22 – “Os Tribunais portugueses não dispõem de competência internacional para os litígios em matéria contratual se, no caso de venda de bens, estes foram, por força do contrato celebrado, entregues noutro Estado” (Acórdão do Tribunal da Relação de Guimarães, de 22.01.2013, disponível in www.dgsi.pt).
23 – Atento todo o exposto e porque é entendimento do recorrente que, provando-se que os bens objecto do contrato de compra e venda foram entregues pela recorrida ao recorrente em França, não se pode concluir que os Tribunais portugueses são competentes para julgar a presente acção, bem pelo contrário.
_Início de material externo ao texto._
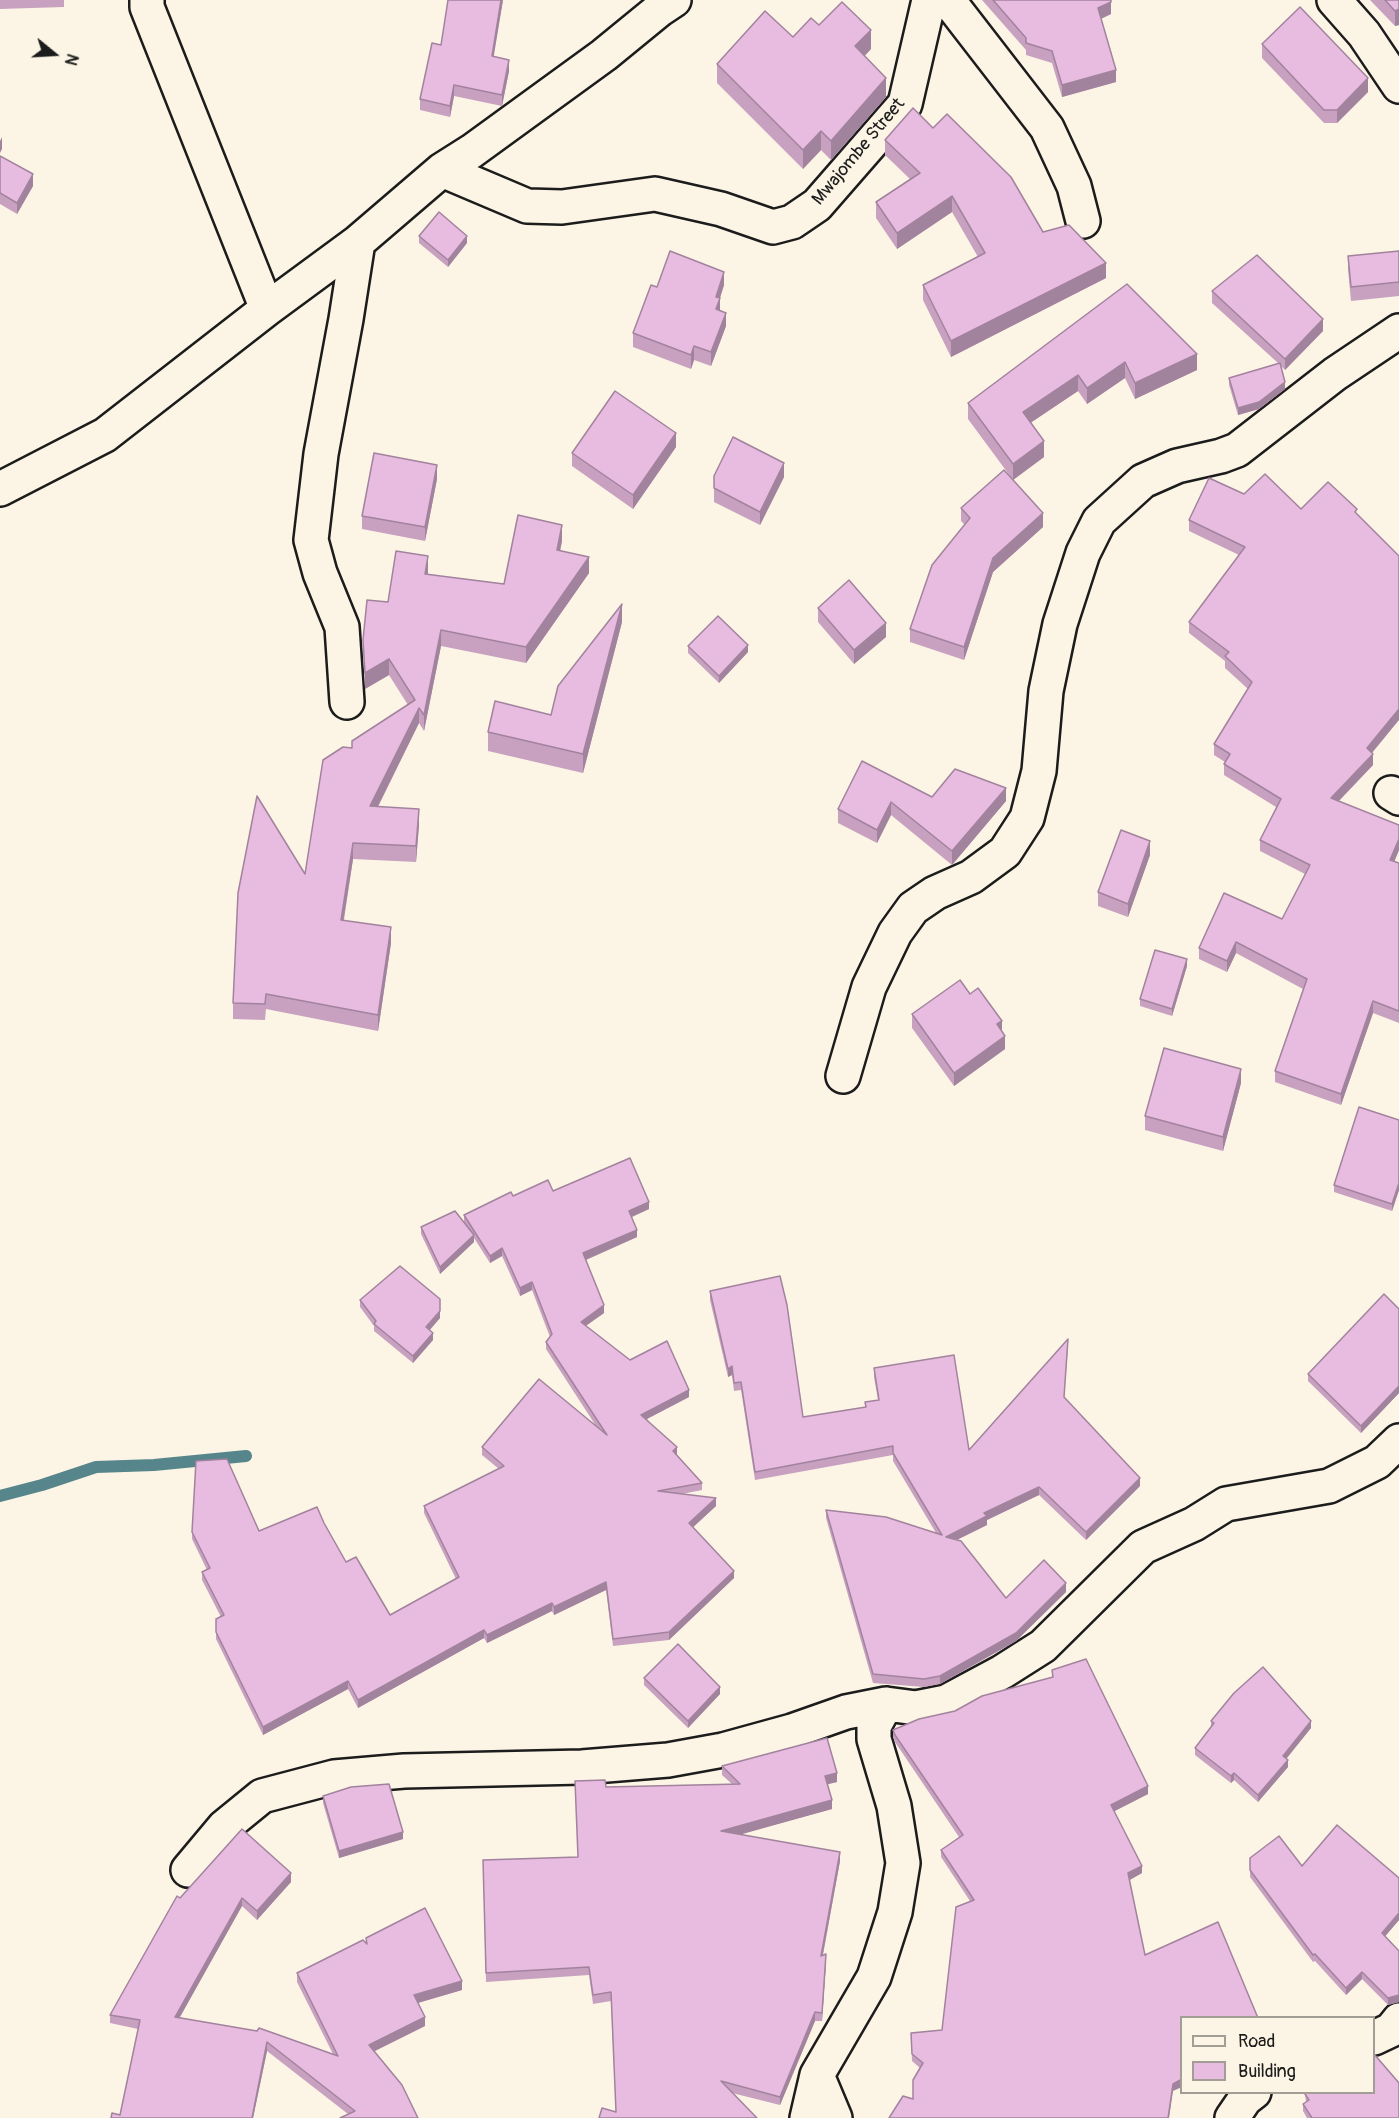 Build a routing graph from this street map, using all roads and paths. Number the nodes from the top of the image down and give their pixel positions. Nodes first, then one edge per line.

24 – Deste modo e com o devido respeito, ao decidir como decidiu, o tribunal a quo violou o disposto nos artigos 8.º, n.º 4, da Constituição da República, 249.º, do Tratado Sobre o Funcionamento da União Europeia, 2.º, 3.º e 5.º, n.º 1 al. a) e b) 1.ª parte, do Regulamento (CE) nº 44/2001 do Conselho de 22.12.2000, e 59.º, do Código de Processo Civil.
25 – O Tribunal a quo não podia aplicar aos presentes autos e fundamentar a sua decisão no disposto no Art. 62.º, do CPC.
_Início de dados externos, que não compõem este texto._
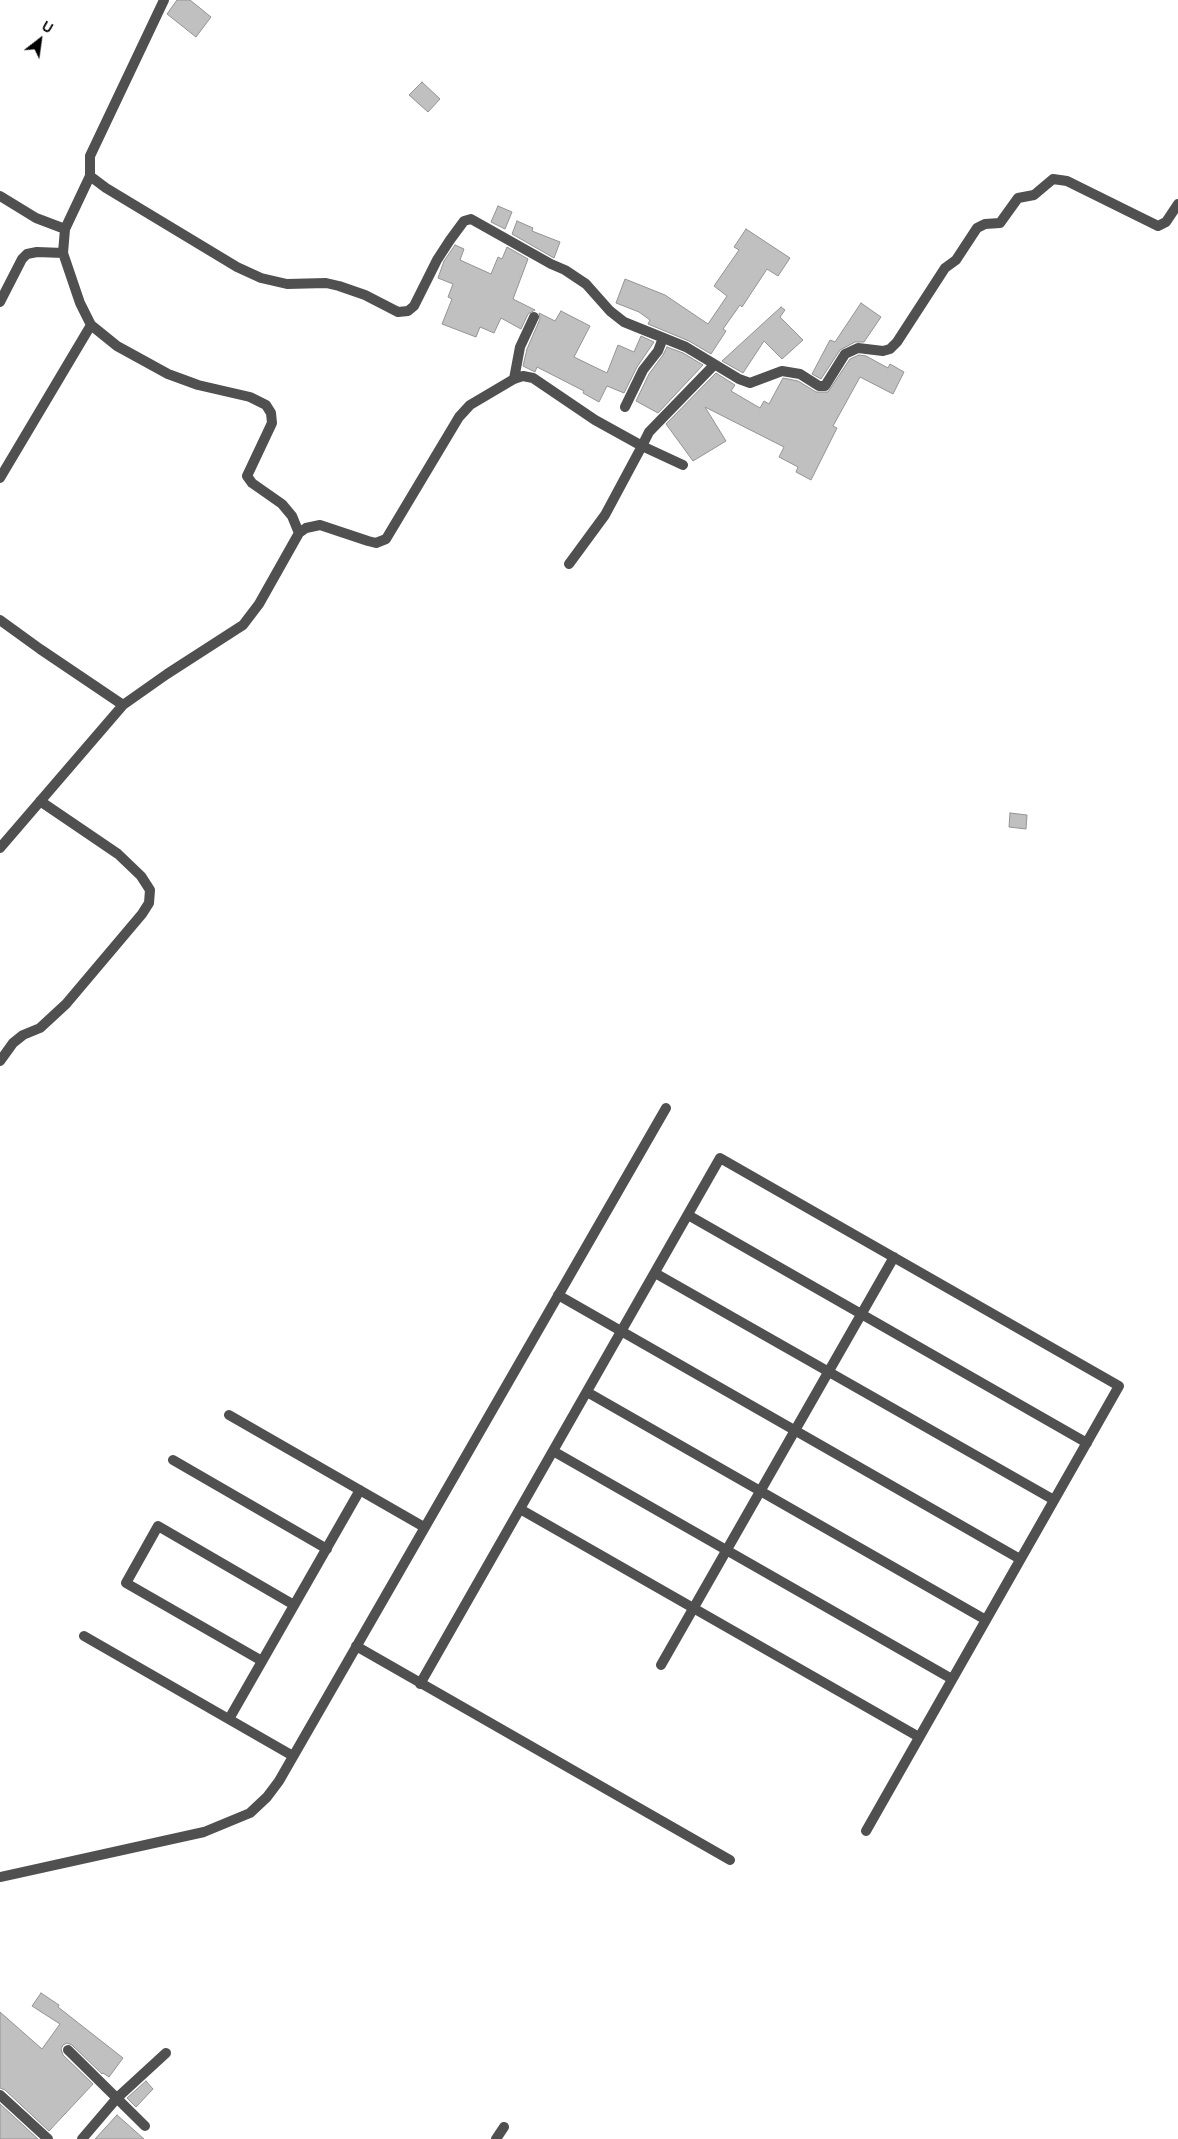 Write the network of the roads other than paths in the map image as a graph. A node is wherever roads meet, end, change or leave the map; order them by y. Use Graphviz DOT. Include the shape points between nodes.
graph roads {
  1 [pos="164,0"];
  2 [pos="90,176"];
  3 [pos="0,196"];
  4 [pos="1178,204"];
  5 [pos="65,228"];
  6 [pos="63,253"];
  7 [pos="0,302"];
  8 [pos="534,317"];
  9 [pos="91,325"];
  10 [pos="663,338"];
  11 [pos="714,365"];
  12 [pos="514,379"];
  13 [pos="624,407"];
  14 [pos="642,446"];
  15 [pos="683,465"];
  16 [pos="0,478"];
  17 [pos="299,533"];
  18 [pos="569,564"];
  19 [pos="0,620"];
  20 [pos="123,705"];
  21 [pos="40,802"];
  22 [pos="0,848"];
  23 [pos="0,1061"];
  24 [pos="666,1108"];
  25 [pos="688,1215"];
  26 [pos="894,1257"];
  27 [pos="655,1273"];
  28 [pos="558,1295"];
  29 [pos="861,1314"];
  30 [pos="621,1331"];
  31 [pos="828,1372"];
  32 [pos="586,1392"];
  33 [pos="229,1415"];
  34 [pos="795,1430"];
  35 [pos="1087,1442"];
  36 [pos="553,1451"];
  37 [pos="173,1460"];
  38 [pos="360,1490"];
  39 [pos="760,1491"];
  40 [pos="1054,1500"];
  41 [pos="520,1510"];
  42 [pos="424,1527"];
  43 [pos="327,1549"];
  44 [pos="726,1550"];
  45 [pos="1020,1559"];
  46 [pos="294,1605"];
  47 [pos="693,1608"];
  48 [pos="986,1620"];
  49 [pos="84,1636"];
  50 [pos="356,1646"];
  51 [pos="262,1661"];
  52 [pos="661,1665"];
  53 [pos="952,1679"];
  54 [pos="420,1684"];
  55 [pos="229,1719"];
  56 [pos="919,1737"];
  57 [pos="293,1756"];
  58 [pos="866,1831"];
  59 [pos="730,1860"];
  60 [pos="0,1877"];
  61 [pos="68,2050"];
  62 [pos="166,2053"];
  63 [pos="0,2095"];
  64 [pos="117,2098"];
  65 [pos="145,2126"];
  66 [pos="504,2127"];
  67 [pos="48,2139"];
  68 [pos="82,2139"];
  69 [pos="496,2139"];
  1 -- 2 [label="street" via="90,156"];
  2 -- 5 [label="street"];
  2 -- 10 [label="street" via="237,267 261,278 287,284 339,286 365,294 398,312 408,311 414,306 450,240 464,221 471,219 579,279 624,322"];
  3 -- 5 [label="street" via="36,218"];
  4 -- 11 [label="street" via="1166,222 1158,226 1067,181 1053,179 1034,195 1018,198 1000,223 977,228 956,260 945,268 890,349 858,348 845,354 825,386 814,384 800,374 782,371 750,383"];
  5 -- 6 [label="street"];
  6 -- 7 [label="street" via="27,254"];
  6 -- 9 [label="street"];
  8 -- 12 [label="street" via="520,347"];
  9 -- 16 [label="street"];
  9 -- 17 [label="street" via="117,346 168,374 250,397 266,405 272,423 247,476 282,504 292,516"];
  10 -- 11 [label="street" via="686,347"];
  10 -- 13 [label="street"];
  11 -- 14 [label="street" via="649,432"];
  12 -- 14 [label="street" via="523,376 533,378 595,420"];
  12 -- 17 [label="street" via="470,406 459,417 386,539 376,543 320,525"];
  14 -- 15 [label="street"];
  14 -- 18 [label="street" via="605,515"];
  17 -- 20 [label="street" via="260,604 243,625"];
  19 -- 20 [label="street"];
  20 -- 21 [label="street"];
  21 -- 22 [label="street"];
  21 -- 23 [label="street" via="118,854 150,890 149,903 66,1004 40,1028 12,1043"];
  24 -- 28 [label="street"];
  25 -- 26 [label="street" via="720,1158"];
  25 -- 27 [label="street"];
  25 -- 29 [label="street"];
  26 -- 29 [label="street"];
  26 -- 35 [label="street" via="1119,1386"];
  27 -- 30 [label="street"];
  27 -- 31 [label="street"];
  28 -- 30 [label="street"];
  28 -- 42 [label="street"];
  29 -- 31 [label="street"];
  29 -- 35 [label="street"];
  30 -- 32 [label="street"];
  30 -- 34 [label="street"];
  31 -- 34 [label="street"];
  31 -- 40 [label="street"];
  32 -- 36 [label="street"];
  32 -- 39 [label="street"];
  33 -- 38 [label="street"];
  34 -- 39 [label="street"];
  34 -- 45 [label="street"];
  35 -- 40 [label="street"];
  36 -- 41 [label="street"];
  36 -- 44 [label="street"];
  37 -- 43 [label="street"];
  38 -- 42 [label="street"];
  38 -- 43 [label="street"];
  39 -- 44 [label="street"];
  39 -- 48 [label="street"];
  40 -- 45 [label="street"];
  41 -- 47 [label="street"];
  41 -- 54 [label="street"];
  42 -- 50 [label="street"];
  43 -- 46 [label="street"];
  44 -- 47 [label="street"];
  44 -- 53 [label="street"];
  45 -- 48 [label="street"];
  46 -- 51 [label="street"];
  46 -- 51 [label="street" via="158,1526 126,1583"];
  47 -- 52 [label="street"];
  47 -- 56 [label="street"];
  48 -- 53 [label="street"];
  49 -- 55 [label="street"];
  50 -- 54 [label="street"];
  50 -- 57 [label="street"];
  51 -- 55 [label="street"];
  53 -- 56 [label="street"];
  54 -- 59 [label="street"];
  55 -- 57 [label="street"];
  56 -- 58 [label="street"];
  57 -- 60 [label="street" via="279,1781 250,1814 204,1832"];
  61 -- 64 [label="street"];
  62 -- 64 [label="street"];
  63 -- 67 [label="street"];
  64 -- 65 [label="street"];
  64 -- 68 [label="street"];
  66 -- 69 [label="street"];
}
26 – Em conclusão e uma vez que, como supra se procurou demonstrar, nada existe nos autos, tanto em termos de facto como de direito, que permita atribuir a competência para julgar a presente acção à Instância Local de Fafe - Comarca de Braga, o recorrente entende que se impõe julgar procedente a presente apelação, revogando-se a decisão recorrida e declarando-se procedente a invocada excepção da incompetência internacional da Instância Local de Fafe – Comarca de Braga, com as devidas e legais consequência.
Atento todo o supra exposto, impõe-se a revogação do despacho proferido, devendo, por conseguinte, ser a apelação julgada procedente, por provada, declarando-se a incompetência internacional da Instância Local de Fafe – Comarca de Braga, com as devidas e legais consequência.
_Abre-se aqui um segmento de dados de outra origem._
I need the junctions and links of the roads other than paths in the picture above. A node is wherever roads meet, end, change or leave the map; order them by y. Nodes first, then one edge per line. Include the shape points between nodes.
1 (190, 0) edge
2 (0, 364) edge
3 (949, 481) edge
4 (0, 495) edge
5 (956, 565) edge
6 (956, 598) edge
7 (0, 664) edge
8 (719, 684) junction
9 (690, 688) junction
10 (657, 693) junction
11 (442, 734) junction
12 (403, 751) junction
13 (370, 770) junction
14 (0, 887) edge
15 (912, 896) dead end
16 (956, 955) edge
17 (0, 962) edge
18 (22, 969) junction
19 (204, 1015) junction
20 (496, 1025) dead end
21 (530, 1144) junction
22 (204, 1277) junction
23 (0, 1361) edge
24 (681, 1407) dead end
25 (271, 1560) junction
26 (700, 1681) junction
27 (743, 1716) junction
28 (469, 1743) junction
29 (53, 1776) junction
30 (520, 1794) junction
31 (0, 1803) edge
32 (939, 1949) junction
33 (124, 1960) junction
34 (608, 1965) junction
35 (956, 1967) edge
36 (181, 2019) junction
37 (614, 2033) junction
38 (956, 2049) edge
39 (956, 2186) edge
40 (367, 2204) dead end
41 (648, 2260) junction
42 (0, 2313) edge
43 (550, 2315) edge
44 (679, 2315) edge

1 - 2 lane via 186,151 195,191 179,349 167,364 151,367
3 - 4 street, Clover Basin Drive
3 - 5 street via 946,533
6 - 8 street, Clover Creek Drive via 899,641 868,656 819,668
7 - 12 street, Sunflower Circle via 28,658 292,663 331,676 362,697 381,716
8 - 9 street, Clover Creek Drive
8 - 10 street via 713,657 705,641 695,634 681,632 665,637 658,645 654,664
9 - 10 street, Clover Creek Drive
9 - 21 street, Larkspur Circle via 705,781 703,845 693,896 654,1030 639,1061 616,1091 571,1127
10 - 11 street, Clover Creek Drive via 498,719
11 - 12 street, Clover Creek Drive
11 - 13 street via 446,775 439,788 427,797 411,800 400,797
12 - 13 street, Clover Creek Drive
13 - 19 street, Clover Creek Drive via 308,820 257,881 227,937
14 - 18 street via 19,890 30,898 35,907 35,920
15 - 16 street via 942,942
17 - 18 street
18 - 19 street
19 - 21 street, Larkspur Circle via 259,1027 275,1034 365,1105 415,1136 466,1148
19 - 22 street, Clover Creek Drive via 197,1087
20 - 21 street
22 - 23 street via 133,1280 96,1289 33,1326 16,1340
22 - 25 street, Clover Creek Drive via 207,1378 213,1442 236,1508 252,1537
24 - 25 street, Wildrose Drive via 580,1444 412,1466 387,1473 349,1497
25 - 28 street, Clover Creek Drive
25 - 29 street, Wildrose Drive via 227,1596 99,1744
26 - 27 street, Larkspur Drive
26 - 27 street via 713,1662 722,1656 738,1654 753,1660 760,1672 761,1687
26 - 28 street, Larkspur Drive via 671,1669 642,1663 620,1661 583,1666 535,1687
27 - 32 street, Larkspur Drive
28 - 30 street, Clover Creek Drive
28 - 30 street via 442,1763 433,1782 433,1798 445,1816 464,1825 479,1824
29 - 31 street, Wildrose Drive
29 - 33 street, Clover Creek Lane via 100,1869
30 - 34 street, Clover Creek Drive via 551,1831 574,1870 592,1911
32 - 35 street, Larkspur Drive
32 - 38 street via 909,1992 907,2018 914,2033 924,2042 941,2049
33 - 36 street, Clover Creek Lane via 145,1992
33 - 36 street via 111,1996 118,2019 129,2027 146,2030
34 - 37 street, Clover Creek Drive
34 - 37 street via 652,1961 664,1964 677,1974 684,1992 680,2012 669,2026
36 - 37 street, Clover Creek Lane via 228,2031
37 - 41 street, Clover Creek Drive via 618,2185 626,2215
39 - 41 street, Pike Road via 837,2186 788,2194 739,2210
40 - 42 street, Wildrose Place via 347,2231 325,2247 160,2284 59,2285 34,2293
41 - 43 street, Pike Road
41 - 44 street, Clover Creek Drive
ASSIM SE FAZENDO A INTEIRA E ACOSTUMADA JUSTIÇA!

Pela A. foram apresentadas contra-alegações, terminando do seguinte modo:
O douto despacho recorrido fez correcta interpretação das normas legais aplicáveis, e não merece qualquer censura.
E a conexão tanto pode ser real ou pessoal e um outro elemento de conexão muito importante é sem dúvida quando o autor tenha dificuldade apreciável na prepositura da acção no estrangeiro.
Sendo de referir que esta acção tem o valor de €15.651,67 e quanto custaria ao A. propor esta acção em França?
Pelo que nenhuma razão assiste ao recorrente, não havendo dúvidas quanto à competência dos tribunais portugueses.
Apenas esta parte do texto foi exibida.